What’s consistent is this: if you don’t invest in even a basic SEO campaign then I can guarantee you won’t see any results.

The link building strategies we use are tailored to a client’s specific requirements, taking into account a number of different factors. But our goal is to always give you the best possible return on your investment.

Yes, you can hire some black hat SEO agency to build 1,000 links for you by next Tuesday and only charge £100 for doing that. But the reality is that you’re investing in a short-term strategy that will deliver results that vary between mediocre and non-existent.

White hat SEO requires an actual marketing budget, but the results we deliver for our clients are always worth it.


Local Campaigns with Small Budgets


So, what if you’re a local service business with a limited budget to spend on SEO?

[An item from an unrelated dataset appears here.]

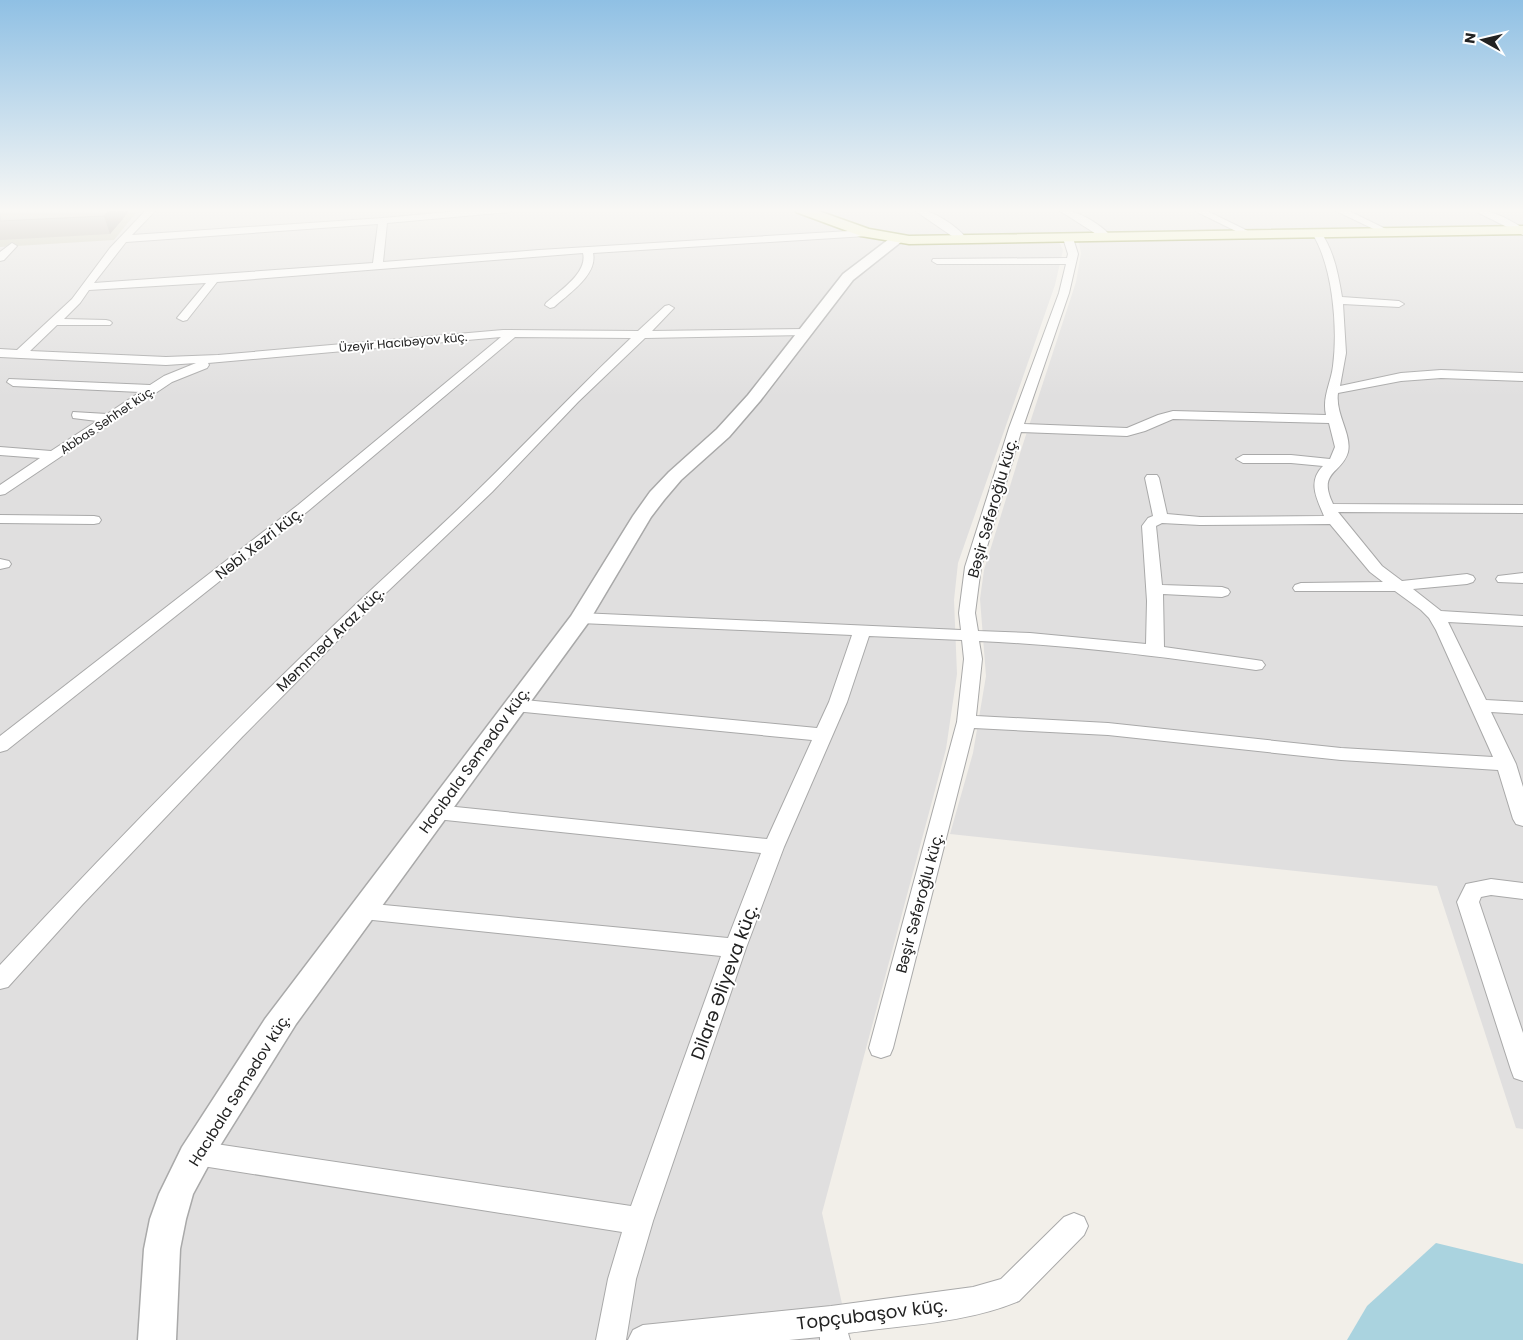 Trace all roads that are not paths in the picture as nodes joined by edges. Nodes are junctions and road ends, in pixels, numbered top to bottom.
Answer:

Our focus here tends to be on monthly relevant citation, or local directory link building. I realise I listed directories earlier as a potentially outdated approach, but there’s a big difference between spammy directories versus real, legitimate industry-relevant directories.

In the old days, there were tons of website directories that existed solely for SEO purposes. We could put up links to a website on a ton of them, and the backlinks actually helped sites rank.

This isn’t true anymore, but directories still in exist. However, these listings aren’t always purely an SEO backlink strategy – they can also drive natural traffic to your website in some cases.

Link to Moz Whiteboard Friday session

Let’s say you’re a wedding photographer, and there’s a directory online that lists all kinds of wedding service providers in your geographic area. This hypothetical site is also where local couples actually go to find the services they need, meaning it can drive traffic. This kind of directory is a great place for your business to have a listing, plus a backlink.

According to data from Bright Local, 76% of SEOs use citations and directory listings to build links for their clients.

There’s a good reason for this: they’re effective.

These listings also help contribute to what we call “NAP consistency“. This just means that your name, address, and phone number — hence the abbreviation — are consistent across different websites and directory listings.

Think about it: Google doesn’t want to give people inaccurate information in their search results.

That’s a bad user experience, and Google is all about positive user experience. In fact, it’s an important ranking factor for them.




Catering to More Sizeable Budgets


But what if your business has a big enough marketing budget to afford a more comprehensive SEO package?

When we have a bigger budget to work with, we can introduce other effective link building strategies that tend to be relatively pricey. Press releases and guest posts are a big part of this process.

Creating great content is also part of our backlink acquisition strategy. This involves both content strategy, and the process of actually writing articles and other materials for your business. So while it can get a bit cost-intensive, but it can certainly pay off.

Links to your content don’t just happen automatically, though. We usually need to use strategies like paid social media ads or active outreach, so that we can attract attention and make sure people see what your business has to say on a given topic.

In some cases, if we create content that’s more comprehensive than what’s already out there, we can reach out and ask for links. It’s easier to get links to content that’s long, comprehensive, and genuinely valuable, but this kind of content does require a financial investment


National SEO Campaigns: A Slightly Different Approach


I’ve mostly been talking about local SEO, for companies that only need to rank in Google within a certain geographic area. If you’re a landscaping service in Kent, it doesn’t do you much good if you’re ranking on the first page for people in Lancaster.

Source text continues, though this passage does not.